Well the good news is for competitive teams – it is over. The rules for WCT and CTRS events are quite clear – you need to use a broom with no insert, and with the approved mustard-yellow fabric. No discussion – no debate. I have heard precious little rumbling on the competitive circuit about it at all this year.
Now the battle has dropped down to the club level – and to the “Open” type tournaments.
At the club level – there is still ugliness. Goldline issued a statement advising clubs that they should set a policy, that basically says anything goes except Hardline brooms! They then show this picture as proof that Hardlines damage the ice:
I believe this picture clearly indicates that there is life on Mars. Or it is a picture of the skid marks in my shorts after mixing rye and coke with all-you can-eat sushi.
Seriously- I guess all the manufacturers are trying to navigate this issue as well as they can, but discouraging clubs from buying your competitors brooms seems like a shitty, duplicitous and wrong thing to do. I have seen club-level curling with Hardlines at our club for years now – and you cannot convince me that these are damaging the ice in the hands of club curlers (who are presumable not changing pads every game!).
Here is the skinny:
If you are 90% of the curling world – people who play in their club in a league for fun - use whatever the heck you want. Hardline, Goldline, a Swiffer, a Brownie, Strawbroom, a Hairbrush. The subtle differences in broom technology do not affect you. Of course, I highly recommend Hardline brooms (shameless sponsor plug! :-)) which are lighter and faster than competitors!

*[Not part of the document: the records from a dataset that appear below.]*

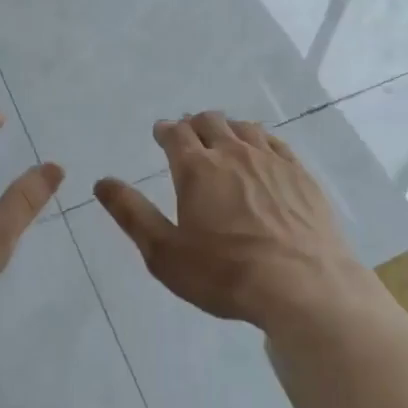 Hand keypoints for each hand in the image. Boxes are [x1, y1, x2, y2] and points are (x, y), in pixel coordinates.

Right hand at [93, 112, 362, 330]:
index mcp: (197, 169)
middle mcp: (233, 153)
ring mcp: (271, 160)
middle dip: (194, 124)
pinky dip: (260, 139)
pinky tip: (261, 151)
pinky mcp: (301, 174)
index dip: (166, 130)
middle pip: (211, 122)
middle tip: (189, 134)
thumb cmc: (226, 273)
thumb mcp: (165, 253)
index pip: (176, 134)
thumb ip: (132, 214)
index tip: (161, 132)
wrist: (304, 285)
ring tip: (223, 138)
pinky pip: (276, 142)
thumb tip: (102, 182)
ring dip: (228, 128)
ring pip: (244, 128) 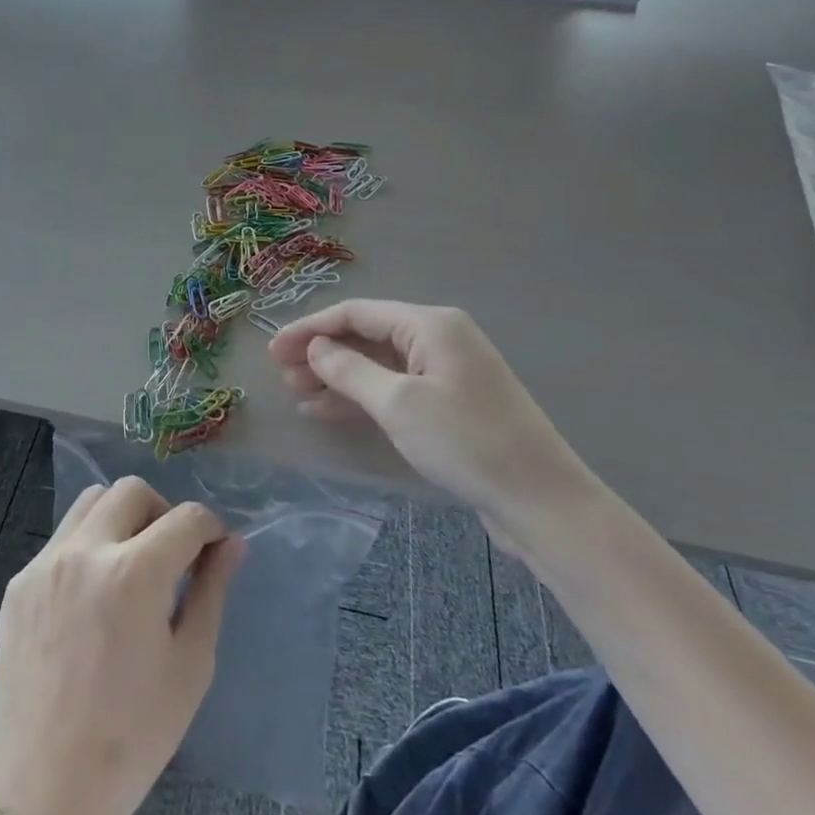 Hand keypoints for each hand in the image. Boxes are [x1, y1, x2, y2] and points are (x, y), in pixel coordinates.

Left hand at [0, 477, 244, 814]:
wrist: (42, 791)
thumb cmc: (132, 738)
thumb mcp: (190, 666)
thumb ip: (212, 592)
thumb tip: (232, 544)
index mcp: (134, 572)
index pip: (185, 517)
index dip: (209, 528)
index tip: (213, 550)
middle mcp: (86, 550)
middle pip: (133, 491)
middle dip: (163, 513)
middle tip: (171, 556)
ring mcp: (45, 562)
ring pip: (91, 501)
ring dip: (121, 517)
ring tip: (130, 566)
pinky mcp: (19, 581)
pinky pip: (61, 538)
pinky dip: (87, 546)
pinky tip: (91, 596)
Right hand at [270, 300, 589, 546]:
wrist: (541, 501)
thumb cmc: (466, 442)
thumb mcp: (399, 404)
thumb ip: (350, 370)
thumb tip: (317, 348)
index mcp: (430, 324)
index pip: (357, 313)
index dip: (311, 329)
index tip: (273, 350)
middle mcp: (438, 339)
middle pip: (367, 336)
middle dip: (322, 353)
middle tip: (281, 375)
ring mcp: (446, 373)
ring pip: (378, 365)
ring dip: (337, 377)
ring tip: (296, 394)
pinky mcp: (449, 405)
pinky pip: (394, 390)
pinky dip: (361, 398)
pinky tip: (327, 411)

Clubs should remain vigilant that players are not using home-made solutions that are closer to sandpaper that might destroy the ice – but other than that – it should not matter. And the rules edict from Curling Canada confirms this.
The basic guideline for any play where the mustard-yellow fabric is not required is what I like to call the DON’T BE AN ASSHOLE rule.
• If you are a club curler, but you are an ex-CFL linebacker and you sweep with a new illegal pad which you change every game – then you are an asshole. Don’t do this.
• If you break out 4 brand new sharp pads before your club final – you are a bit of an asshole. Don't do this.
• If you are a semi-competitive team playing in an open spiel, and you are aggressively directional sweeping with an illegal pad, you are being asshole-ish. Don't do this.
If you consider yourself a semi-serious curling team and you are trying to get somewhere or trying to win more than $500 (the Mixed, the Travellers, Senior Provincials, Juveline championships, Cashspiels), then you need to buy yourself some legal pads. If not – stop reading and go have fun!!
Sounds simple right?
The challenge for this lies in open spiels that are kind of in-between serious and recreational.
For example, a spiel with 32 teams, $300 entry and let’s say a $1500 prize for first place. Typically this spiel might attract a few “competitive teams”. So you have some team playing with the mustard yellow - legal pads. But you will also have a team of 4 recreational curlers who put their name in last minute and are playing with whatever equipment they have. It seems wrong to tell these guys they need to go out and buy $120 worth of new pads just to play in this tournament – and I do not think most people would complain if you played this team and their semi-legal brooms. The fact is - this level of spiel is usually just trying to find 32 teams willing to play - telling them that they now have to update their equipment will likely further discourage the marginal teams from even playing.
The really tricky part is teams that fall in-between. They are kind-of competitive, they might have a big sweeper, they have watched a few slams so they understand how directional sweeping works. They now find themselves playing a more serious team that has chosen to play with legal pads. Predictably – this is the type of game where there will be problems. We have already had a few issues in Open spiels in Quebec this year, and expect more to follow. Not sure what the solution is - but don't be an asshole seems like a good guideline!